▸ **What you are asked to do**: Please copy exactly the lines that run from the start of the entries to the line containing "0 1964 translate 1 -1 scale", inclusive.

::::::

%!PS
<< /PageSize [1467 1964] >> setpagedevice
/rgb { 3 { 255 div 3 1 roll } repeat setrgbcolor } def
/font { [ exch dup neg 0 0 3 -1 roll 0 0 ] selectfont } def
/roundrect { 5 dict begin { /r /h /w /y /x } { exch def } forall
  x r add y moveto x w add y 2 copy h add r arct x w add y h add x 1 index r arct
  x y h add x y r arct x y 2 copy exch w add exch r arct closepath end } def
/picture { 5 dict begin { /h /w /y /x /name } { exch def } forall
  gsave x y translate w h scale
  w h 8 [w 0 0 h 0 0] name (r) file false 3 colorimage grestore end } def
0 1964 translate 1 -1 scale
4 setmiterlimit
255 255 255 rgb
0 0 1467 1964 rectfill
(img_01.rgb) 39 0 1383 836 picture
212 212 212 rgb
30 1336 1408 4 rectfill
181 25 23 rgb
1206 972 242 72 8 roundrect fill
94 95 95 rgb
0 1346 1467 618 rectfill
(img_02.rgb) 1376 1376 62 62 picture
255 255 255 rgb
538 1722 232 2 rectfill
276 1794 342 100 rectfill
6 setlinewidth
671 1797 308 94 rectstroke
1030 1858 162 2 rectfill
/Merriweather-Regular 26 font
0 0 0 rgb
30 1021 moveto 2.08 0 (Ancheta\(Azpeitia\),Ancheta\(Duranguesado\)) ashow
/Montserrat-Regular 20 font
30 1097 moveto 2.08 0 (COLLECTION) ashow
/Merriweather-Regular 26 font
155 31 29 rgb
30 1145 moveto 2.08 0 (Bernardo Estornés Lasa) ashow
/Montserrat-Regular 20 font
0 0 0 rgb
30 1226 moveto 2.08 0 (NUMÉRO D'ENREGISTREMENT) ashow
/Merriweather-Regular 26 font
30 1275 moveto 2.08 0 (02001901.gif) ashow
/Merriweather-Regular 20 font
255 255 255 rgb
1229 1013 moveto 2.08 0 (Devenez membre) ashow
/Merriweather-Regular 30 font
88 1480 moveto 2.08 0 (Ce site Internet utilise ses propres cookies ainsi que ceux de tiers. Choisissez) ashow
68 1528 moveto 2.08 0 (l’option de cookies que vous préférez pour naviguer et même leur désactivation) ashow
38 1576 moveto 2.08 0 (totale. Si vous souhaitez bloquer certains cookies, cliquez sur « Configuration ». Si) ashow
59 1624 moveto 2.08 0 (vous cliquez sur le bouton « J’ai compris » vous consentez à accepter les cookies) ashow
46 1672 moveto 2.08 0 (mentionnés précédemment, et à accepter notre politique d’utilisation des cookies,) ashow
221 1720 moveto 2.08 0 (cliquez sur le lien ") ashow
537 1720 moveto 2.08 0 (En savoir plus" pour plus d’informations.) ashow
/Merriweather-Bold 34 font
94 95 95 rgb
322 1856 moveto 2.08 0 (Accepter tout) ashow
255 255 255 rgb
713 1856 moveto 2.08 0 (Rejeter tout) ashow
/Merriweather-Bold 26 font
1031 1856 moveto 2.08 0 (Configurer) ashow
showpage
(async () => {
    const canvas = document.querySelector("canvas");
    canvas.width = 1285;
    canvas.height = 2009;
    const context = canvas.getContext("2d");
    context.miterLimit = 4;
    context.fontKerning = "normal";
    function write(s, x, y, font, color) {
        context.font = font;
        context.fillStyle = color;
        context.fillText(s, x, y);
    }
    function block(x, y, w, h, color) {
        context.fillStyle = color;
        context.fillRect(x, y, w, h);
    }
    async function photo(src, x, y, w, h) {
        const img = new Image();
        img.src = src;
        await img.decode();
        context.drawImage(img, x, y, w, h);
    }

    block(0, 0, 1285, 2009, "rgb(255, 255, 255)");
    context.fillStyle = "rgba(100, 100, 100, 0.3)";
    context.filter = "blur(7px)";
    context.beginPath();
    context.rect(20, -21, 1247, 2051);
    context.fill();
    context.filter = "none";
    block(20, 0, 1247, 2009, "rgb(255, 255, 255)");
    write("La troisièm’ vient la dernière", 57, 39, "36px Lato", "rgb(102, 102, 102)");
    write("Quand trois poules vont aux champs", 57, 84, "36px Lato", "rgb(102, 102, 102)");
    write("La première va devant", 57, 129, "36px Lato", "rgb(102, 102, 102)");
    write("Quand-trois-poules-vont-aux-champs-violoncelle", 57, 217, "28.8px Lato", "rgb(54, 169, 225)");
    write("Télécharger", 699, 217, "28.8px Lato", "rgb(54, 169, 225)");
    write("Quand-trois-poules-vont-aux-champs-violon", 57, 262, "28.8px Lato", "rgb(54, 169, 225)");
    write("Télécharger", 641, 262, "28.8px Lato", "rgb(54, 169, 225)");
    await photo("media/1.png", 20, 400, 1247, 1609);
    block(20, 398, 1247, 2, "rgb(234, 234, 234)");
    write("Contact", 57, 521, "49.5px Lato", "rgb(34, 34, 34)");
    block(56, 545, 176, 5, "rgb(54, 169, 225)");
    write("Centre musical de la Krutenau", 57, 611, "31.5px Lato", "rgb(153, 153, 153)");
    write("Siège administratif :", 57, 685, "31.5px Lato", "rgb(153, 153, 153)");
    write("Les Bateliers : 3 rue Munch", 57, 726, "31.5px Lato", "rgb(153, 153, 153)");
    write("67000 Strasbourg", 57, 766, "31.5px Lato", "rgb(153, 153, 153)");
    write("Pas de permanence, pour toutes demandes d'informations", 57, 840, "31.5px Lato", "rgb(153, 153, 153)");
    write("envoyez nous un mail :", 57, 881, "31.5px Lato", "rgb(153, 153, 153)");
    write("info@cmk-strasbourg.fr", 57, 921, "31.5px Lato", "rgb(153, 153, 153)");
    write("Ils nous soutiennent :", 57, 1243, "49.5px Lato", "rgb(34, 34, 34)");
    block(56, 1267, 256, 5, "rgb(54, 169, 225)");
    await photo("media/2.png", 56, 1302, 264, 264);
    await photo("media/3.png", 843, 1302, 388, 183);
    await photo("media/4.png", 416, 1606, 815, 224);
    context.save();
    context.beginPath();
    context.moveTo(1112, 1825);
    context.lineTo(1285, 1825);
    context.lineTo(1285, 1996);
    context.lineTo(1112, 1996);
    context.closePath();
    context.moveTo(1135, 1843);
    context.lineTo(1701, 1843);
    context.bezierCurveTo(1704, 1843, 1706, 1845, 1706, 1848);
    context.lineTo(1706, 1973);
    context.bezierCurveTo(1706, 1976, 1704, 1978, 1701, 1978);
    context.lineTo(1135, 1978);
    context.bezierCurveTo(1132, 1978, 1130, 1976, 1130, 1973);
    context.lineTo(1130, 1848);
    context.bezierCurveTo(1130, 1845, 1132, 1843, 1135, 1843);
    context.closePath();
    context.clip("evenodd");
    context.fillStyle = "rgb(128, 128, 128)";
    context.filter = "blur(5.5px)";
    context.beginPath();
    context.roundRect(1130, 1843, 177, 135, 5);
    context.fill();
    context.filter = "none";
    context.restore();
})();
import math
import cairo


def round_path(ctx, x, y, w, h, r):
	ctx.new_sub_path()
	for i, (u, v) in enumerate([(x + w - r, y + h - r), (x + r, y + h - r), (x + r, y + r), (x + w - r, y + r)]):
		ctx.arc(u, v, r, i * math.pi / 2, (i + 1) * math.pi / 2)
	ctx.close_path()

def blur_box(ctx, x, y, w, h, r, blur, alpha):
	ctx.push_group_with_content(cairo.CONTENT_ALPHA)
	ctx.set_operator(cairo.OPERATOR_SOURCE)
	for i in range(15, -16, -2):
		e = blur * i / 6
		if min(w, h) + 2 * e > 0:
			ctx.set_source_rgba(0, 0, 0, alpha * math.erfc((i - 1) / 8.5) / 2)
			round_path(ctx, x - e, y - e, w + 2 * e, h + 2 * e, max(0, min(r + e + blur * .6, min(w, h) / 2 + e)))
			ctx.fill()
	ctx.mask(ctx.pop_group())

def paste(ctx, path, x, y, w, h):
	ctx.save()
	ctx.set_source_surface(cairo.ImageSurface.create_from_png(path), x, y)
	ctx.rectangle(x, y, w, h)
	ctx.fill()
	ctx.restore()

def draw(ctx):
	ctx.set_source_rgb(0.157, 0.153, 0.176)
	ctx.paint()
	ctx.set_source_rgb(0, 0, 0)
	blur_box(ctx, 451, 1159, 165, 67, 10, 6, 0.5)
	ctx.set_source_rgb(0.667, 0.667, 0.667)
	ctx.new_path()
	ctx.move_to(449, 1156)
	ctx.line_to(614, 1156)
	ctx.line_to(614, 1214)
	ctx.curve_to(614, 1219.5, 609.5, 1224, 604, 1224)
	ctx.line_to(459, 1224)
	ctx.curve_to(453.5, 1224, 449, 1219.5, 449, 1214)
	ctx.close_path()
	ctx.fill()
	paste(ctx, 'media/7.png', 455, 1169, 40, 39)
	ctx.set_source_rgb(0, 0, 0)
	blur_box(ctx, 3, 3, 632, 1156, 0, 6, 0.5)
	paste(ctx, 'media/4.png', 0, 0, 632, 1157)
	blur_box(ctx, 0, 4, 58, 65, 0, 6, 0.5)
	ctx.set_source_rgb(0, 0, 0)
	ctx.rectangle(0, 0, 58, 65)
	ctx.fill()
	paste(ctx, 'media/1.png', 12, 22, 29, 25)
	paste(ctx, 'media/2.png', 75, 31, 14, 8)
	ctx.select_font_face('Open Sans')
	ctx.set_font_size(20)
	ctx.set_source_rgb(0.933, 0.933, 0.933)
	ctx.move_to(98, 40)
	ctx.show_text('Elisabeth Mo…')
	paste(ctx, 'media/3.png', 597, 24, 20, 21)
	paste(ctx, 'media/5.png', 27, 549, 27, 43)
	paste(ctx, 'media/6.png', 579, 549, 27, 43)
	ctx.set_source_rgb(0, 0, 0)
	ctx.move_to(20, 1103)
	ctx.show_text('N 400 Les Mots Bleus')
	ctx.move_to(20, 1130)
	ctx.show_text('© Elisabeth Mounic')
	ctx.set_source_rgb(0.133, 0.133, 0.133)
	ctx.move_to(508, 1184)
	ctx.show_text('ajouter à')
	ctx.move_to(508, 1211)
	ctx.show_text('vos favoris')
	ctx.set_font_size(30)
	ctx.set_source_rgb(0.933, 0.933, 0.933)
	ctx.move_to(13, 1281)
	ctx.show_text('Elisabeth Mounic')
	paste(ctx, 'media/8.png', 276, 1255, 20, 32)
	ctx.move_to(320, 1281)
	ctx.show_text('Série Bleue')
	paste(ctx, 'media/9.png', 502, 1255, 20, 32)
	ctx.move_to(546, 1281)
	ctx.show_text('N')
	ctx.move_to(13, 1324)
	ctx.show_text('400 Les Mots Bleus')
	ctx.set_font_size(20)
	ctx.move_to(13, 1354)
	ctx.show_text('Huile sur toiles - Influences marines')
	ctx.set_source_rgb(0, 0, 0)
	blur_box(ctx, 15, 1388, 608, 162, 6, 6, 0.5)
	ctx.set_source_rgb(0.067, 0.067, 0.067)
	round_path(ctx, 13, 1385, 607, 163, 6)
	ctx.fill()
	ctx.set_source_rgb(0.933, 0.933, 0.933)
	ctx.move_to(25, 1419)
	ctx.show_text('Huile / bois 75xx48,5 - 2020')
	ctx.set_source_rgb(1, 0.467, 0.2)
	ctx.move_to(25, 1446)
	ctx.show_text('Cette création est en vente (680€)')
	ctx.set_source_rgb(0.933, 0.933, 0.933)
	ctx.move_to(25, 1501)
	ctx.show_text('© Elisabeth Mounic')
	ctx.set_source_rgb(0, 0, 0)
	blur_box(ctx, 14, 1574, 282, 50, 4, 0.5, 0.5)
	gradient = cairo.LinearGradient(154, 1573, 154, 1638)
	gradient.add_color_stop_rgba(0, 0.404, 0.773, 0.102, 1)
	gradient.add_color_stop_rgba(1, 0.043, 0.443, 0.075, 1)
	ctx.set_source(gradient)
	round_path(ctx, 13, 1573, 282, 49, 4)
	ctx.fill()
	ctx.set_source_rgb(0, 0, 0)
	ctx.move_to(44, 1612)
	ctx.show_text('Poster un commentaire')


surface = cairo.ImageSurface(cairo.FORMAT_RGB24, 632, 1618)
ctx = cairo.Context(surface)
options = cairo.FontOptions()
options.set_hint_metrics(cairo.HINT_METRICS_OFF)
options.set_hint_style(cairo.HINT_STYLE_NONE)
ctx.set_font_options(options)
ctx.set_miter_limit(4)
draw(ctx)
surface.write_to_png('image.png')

::::::

▸ **Task result**:
%!PS
<< /PageSize [1467 1964] >> setpagedevice
/rgb { 3 { 255 div 3 1 roll } repeat setrgbcolor } def
/font { [ exch dup neg 0 0 3 -1 roll 0 0 ] selectfont } def
/roundrect { 5 dict begin { /r /h /w /y /x } { exch def } forall
  x r add y moveto x w add y 2 copy h add r arct x w add y h add x 1 index r arct
  x y h add x y r arct x y 2 copy exch w add exch r arct closepath end } def
/picture { 5 dict begin { /h /w /y /x /name } { exch def } forall
  gsave x y translate w h scale
  w h 8 [w 0 0 h 0 0] name (r) file false 3 colorimage grestore end } def
0 1964 translate 1 -1 scale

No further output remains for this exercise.